To his dismay, the sight of such a safe, familiar place made him want to cry. It seemed to him that the night had lasted many days—days during which he had been worried every moment that he would do something wrong and make a mistake that meant he would never come back to Lonesome Dove, or else come back disgraced. Now it was over and he was almost back, and relief seemed to run through him like warm water, some of which leaked out his
eyes. It made him glad it was still dark—what would the men think, if they saw him? There was so much dust on his face that when he quickly wiped away the tears of relief his fingers rubbed off moist smears of dirt.
In a few minutes more, as the herd neared the river, the darkness loosened and began to gray. The red on the eastern horizon was no longer a line but spread upward like an opened fan. Soon Newt could see the horses moving through the first faint gray light—a lot of horses. Then, just as he thought he had brought the flood within himself under control, the darkness loosened its hold yet more and the first sunlight streamed across the plain, filtering through the cloud of dust to touch the coats of the tired horses, most of whom had slowed to a rapid trot. Ahead, waiting on the bank of the river, was Captain Call, the big Henry in the crook of his arm. The Hell Bitch was lathered with sweat, but her head was up and she slung it restlessly as she watched the herd approach—even pointing her keen ears at Mouse for a moment. Neither the Captain nor the gray mare looked in the least affected by the long night or the hard ride, yet Newt found himself so moved by the mere sight of them sitting there that he had to brush away yet another tear and smudge his dusty cheek even worse.
Down the river aways he could see Pea, sitting on the rangy bay they called Sardine. Of the hostile vaqueros they had met there was no sign. There were so many questions Newt wanted to ask about what they had done and where they had been that he hardly knew where to begin; yet, when he rode up to the Captain, keeping Mouse far enough away from the Hell Bitch that she wouldn’t try to take a bite out of him, he didn’t ask any questions.
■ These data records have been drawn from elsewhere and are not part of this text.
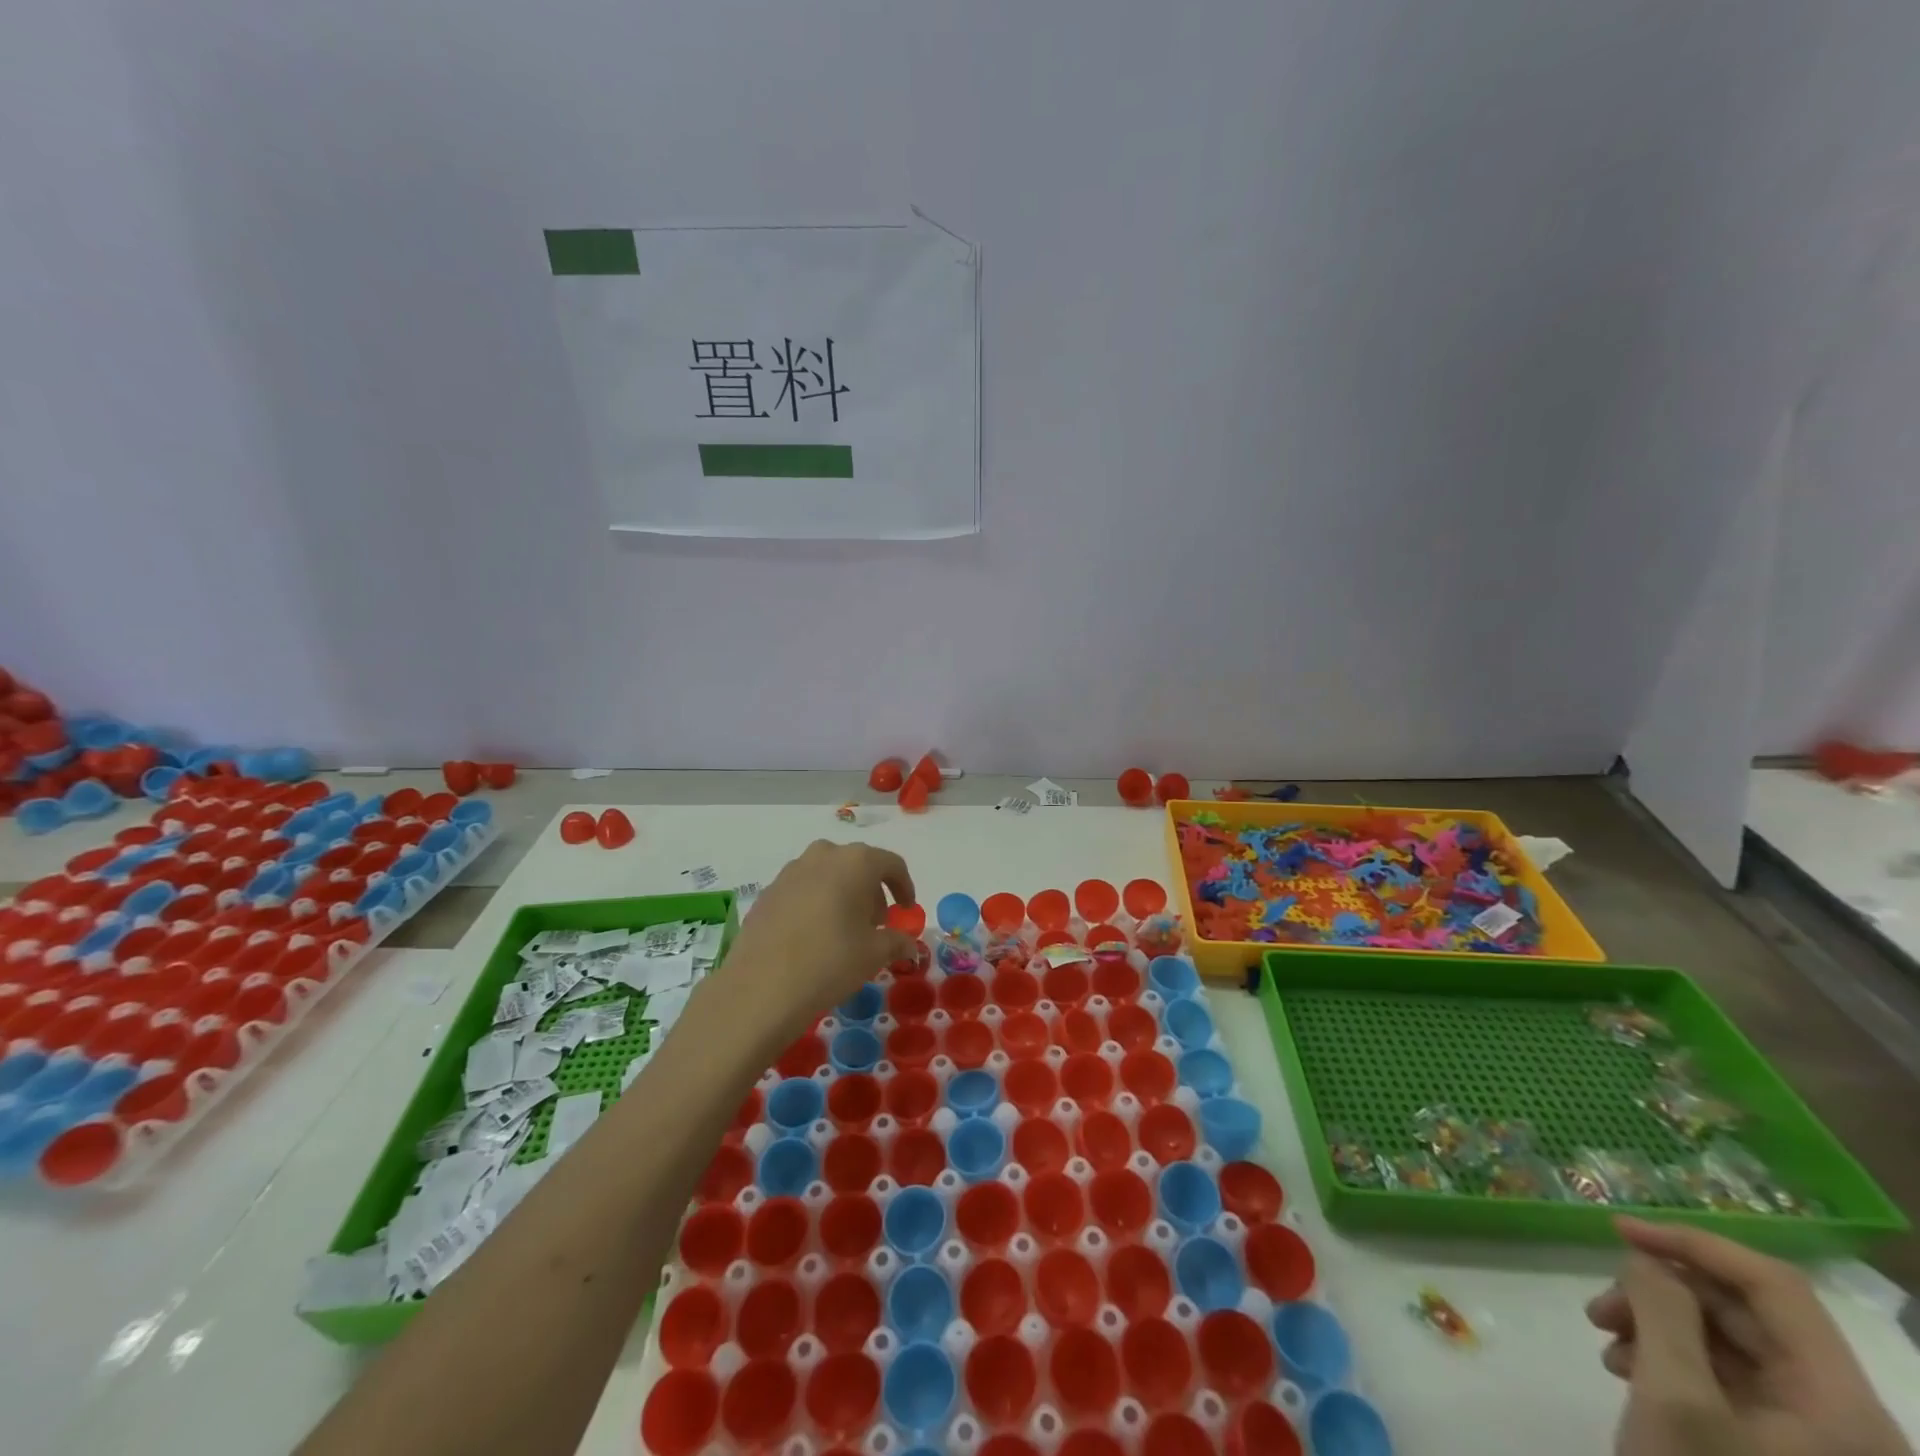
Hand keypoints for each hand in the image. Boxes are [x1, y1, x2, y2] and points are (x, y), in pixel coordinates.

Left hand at [710, 840, 917, 1045]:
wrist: (760, 988)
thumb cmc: (830, 962)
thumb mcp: (874, 954)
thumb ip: (897, 942)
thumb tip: (909, 945)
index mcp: (855, 862)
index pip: (891, 864)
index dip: (904, 886)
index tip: (906, 910)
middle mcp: (823, 856)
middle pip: (857, 865)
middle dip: (871, 891)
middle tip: (876, 924)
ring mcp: (790, 872)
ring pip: (827, 874)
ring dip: (842, 894)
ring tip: (845, 930)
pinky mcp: (768, 892)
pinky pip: (802, 889)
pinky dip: (816, 903)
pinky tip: (814, 936)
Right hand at [1590, 1216, 1909, 1455]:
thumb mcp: (1675, 1397)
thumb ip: (1662, 1309)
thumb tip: (1649, 1260)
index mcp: (1844, 1404)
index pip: (1773, 1285)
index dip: (1694, 1243)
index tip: (1617, 1231)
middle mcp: (1845, 1419)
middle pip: (1745, 1315)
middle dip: (1659, 1295)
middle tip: (1597, 1308)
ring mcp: (1818, 1444)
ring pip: (1728, 1345)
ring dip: (1657, 1327)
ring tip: (1606, 1344)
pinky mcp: (1783, 1455)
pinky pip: (1728, 1382)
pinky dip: (1671, 1362)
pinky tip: (1630, 1375)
They would have poured out of him if it had been Mr. Gus or Deets or Pea, but since it was the Captain, the questions just stayed inside. All he said, at the end of the most exciting and important night of his life, was a simple good morning.
“It is a good one, ain’t it?” Call said, as he watched the huge herd of horses—well over a hundred of them—pour over the low banks and spread out down the river to drink. Pea had ridden Sardine into the water stirrup deep to keep the herd from spreading too far south.